_To do_: Once you find a line containing the word "paths" in the entries below, copy it.

_Stored items from a collection_:
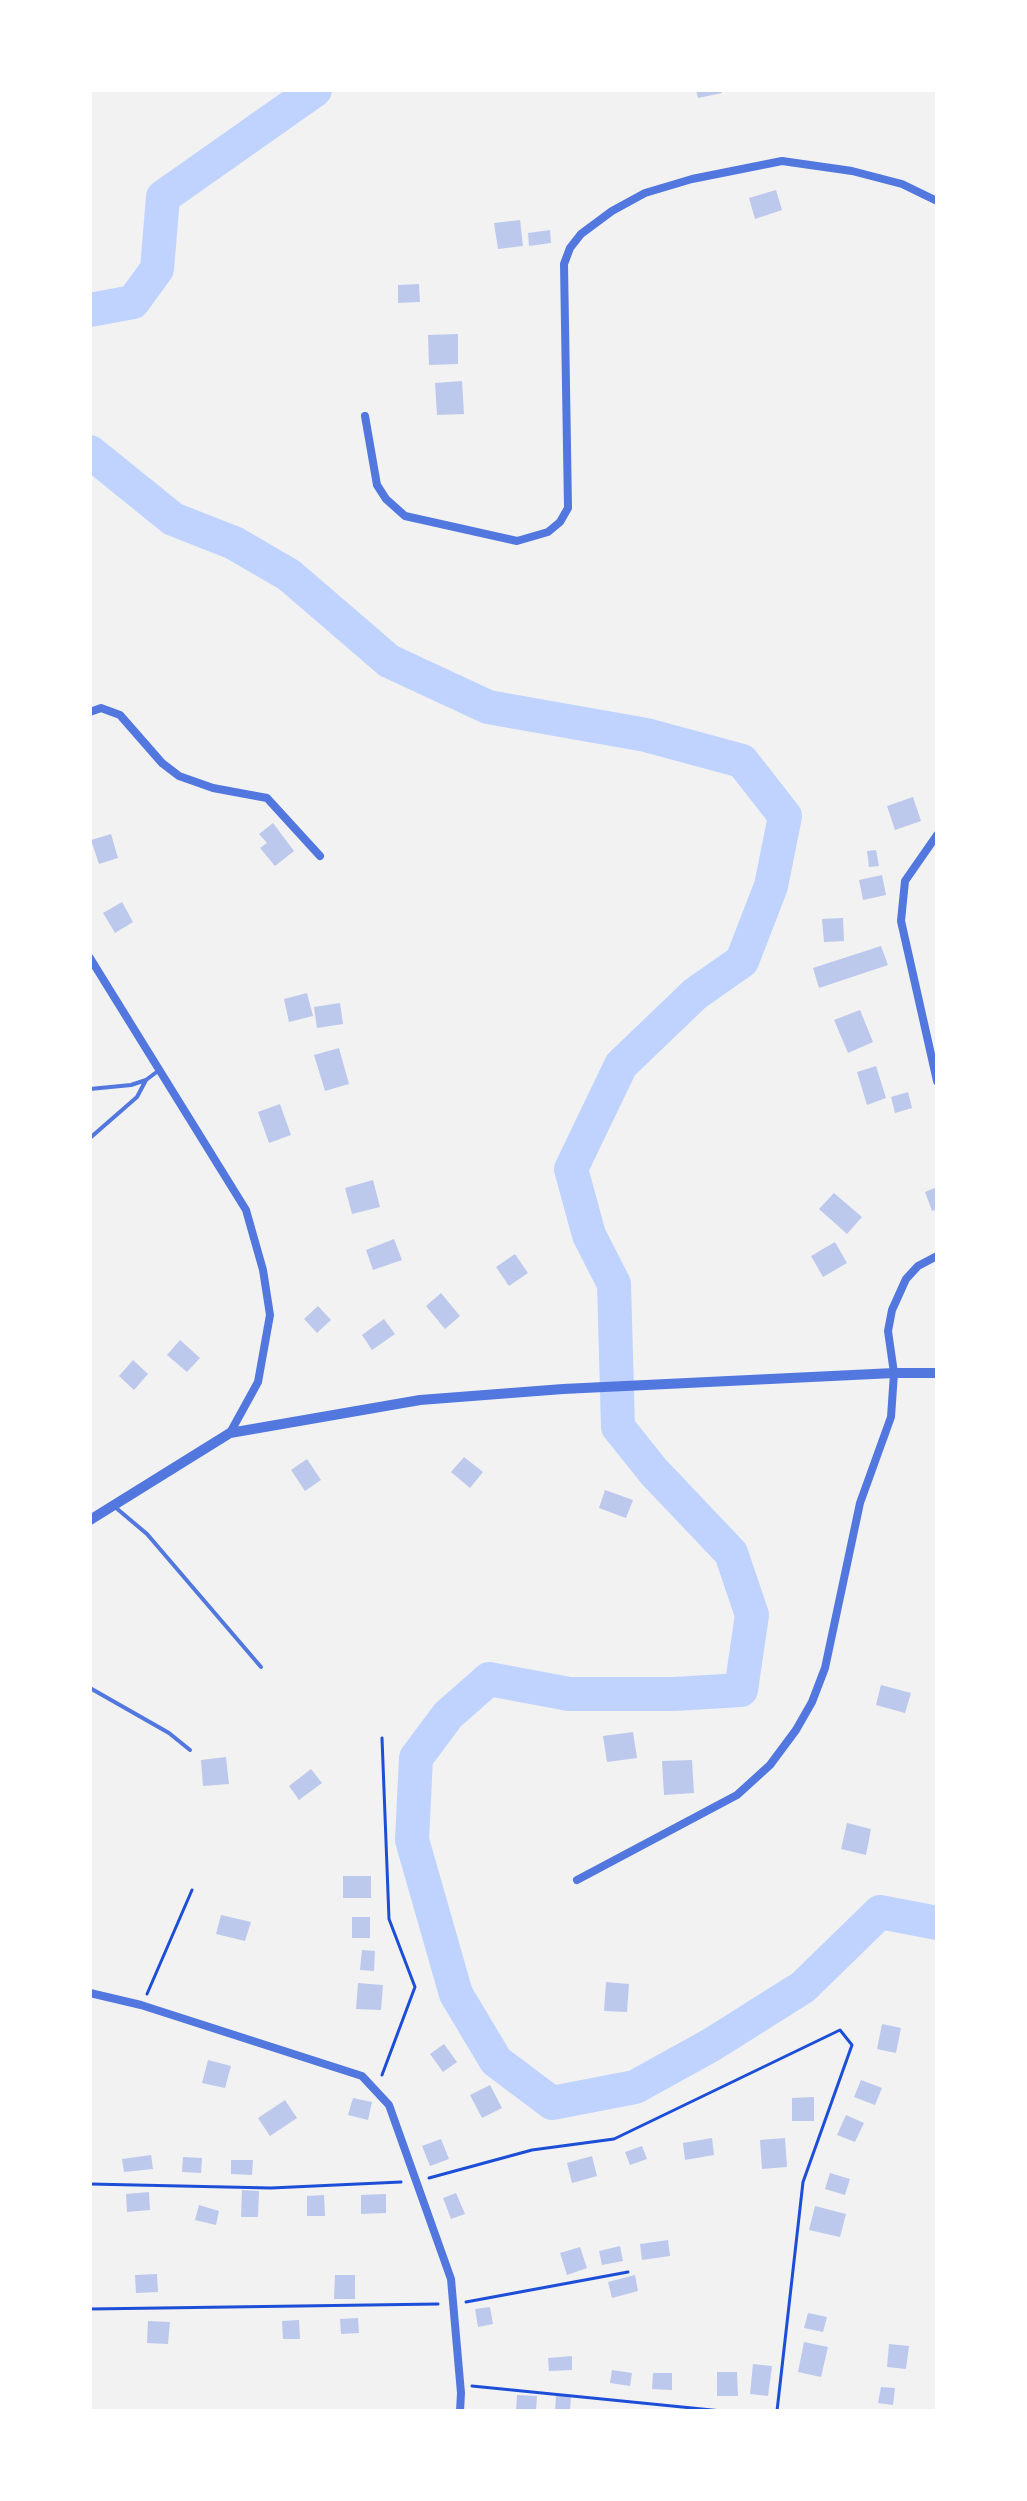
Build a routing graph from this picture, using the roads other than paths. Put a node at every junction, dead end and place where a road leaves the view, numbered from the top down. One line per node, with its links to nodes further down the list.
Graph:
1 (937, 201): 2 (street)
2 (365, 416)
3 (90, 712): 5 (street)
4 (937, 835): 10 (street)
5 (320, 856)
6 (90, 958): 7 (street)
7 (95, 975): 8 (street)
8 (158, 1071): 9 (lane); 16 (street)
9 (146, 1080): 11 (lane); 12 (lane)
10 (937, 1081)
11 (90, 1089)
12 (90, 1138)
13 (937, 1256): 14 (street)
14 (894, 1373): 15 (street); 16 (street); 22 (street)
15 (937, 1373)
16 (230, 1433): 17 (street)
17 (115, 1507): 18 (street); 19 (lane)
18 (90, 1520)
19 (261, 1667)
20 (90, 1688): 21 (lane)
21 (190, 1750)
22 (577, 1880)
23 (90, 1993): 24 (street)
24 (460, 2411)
...
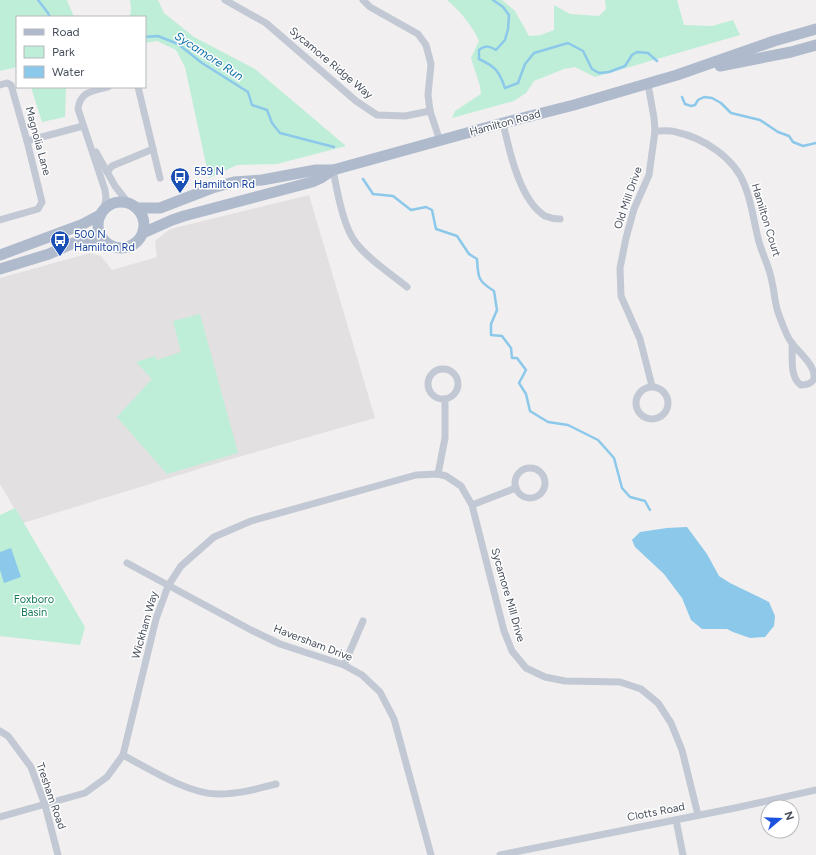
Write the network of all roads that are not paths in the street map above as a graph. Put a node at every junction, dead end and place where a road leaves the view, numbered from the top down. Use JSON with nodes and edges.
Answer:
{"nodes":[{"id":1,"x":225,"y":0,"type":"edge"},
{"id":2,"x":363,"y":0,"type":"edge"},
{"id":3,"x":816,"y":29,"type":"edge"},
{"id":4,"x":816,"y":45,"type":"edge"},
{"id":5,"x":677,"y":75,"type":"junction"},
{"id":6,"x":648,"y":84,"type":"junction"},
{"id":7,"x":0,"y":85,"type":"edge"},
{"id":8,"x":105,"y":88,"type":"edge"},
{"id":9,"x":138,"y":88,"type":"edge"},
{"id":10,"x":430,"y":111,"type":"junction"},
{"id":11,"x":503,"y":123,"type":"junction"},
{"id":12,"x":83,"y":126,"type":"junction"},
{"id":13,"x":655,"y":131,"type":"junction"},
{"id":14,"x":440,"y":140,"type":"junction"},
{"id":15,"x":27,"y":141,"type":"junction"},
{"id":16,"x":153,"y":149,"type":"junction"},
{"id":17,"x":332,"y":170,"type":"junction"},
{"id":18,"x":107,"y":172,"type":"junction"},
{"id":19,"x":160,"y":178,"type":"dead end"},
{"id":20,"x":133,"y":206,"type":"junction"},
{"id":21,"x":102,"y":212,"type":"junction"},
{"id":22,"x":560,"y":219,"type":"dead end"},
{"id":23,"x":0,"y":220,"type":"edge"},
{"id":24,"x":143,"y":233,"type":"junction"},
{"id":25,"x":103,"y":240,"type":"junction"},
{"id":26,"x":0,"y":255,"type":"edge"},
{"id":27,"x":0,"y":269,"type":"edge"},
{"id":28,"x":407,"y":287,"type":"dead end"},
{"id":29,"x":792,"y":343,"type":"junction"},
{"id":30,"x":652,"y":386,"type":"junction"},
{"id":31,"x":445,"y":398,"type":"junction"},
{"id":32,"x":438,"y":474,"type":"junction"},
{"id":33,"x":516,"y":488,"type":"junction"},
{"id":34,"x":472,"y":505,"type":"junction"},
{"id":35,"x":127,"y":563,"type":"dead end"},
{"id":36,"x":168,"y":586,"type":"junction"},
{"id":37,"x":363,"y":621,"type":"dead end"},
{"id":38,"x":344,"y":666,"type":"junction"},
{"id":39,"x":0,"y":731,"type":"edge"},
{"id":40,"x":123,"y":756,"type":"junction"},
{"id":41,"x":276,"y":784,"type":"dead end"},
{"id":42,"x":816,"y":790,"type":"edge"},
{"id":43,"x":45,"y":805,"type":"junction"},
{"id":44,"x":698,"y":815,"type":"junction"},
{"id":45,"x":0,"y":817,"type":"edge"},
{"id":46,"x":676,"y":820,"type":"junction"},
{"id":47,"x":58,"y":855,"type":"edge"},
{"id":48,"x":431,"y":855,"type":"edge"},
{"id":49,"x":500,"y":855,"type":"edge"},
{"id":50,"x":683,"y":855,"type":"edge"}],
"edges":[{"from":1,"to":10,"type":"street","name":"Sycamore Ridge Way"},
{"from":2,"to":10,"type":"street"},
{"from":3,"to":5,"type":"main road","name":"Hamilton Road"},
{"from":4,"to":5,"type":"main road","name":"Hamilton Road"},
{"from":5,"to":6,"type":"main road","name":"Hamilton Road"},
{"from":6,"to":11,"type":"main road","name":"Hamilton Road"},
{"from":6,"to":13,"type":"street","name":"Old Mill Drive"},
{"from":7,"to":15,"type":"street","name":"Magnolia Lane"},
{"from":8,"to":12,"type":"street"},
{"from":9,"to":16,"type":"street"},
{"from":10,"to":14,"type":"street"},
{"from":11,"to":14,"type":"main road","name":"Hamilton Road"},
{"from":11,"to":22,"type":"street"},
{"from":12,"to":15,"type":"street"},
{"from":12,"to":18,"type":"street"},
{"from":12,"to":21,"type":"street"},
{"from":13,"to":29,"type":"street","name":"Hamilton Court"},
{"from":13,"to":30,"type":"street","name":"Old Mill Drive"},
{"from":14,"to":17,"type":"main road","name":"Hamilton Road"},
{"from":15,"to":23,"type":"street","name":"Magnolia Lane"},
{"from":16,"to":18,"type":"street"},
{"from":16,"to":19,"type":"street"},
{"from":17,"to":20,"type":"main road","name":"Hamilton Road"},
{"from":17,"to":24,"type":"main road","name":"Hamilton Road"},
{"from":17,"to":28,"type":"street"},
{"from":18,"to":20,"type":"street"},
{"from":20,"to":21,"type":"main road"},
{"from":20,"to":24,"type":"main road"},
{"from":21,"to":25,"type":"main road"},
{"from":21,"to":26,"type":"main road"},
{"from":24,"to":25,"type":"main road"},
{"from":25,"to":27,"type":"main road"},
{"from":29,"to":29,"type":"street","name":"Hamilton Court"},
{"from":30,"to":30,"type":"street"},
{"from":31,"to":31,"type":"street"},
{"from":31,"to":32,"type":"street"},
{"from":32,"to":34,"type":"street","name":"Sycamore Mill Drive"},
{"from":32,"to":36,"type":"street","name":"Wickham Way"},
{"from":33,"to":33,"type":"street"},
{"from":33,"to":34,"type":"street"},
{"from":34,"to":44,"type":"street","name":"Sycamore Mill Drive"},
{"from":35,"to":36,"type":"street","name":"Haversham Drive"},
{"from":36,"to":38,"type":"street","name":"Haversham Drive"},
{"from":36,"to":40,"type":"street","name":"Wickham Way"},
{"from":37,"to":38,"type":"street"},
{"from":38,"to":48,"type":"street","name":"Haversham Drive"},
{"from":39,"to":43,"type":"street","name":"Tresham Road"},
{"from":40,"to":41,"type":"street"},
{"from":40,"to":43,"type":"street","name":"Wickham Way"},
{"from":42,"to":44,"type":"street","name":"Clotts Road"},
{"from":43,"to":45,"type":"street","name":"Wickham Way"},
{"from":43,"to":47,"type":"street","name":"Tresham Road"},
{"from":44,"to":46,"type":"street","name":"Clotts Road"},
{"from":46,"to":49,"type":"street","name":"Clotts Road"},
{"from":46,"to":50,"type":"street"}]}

_Expected output_:
Build a routing graph from this picture, using the roads other than paths. Put a node at every junction, dead end and place where a road leaves the view, numbered from the top down. One line per node, with its links to nodes further down the list.
Write the network of all roads that are not paths in the street map above as a graph. Put a node at every junction, dead end and place where a road leaves the view, numbered from the top down. Use JSON with nodes and edges.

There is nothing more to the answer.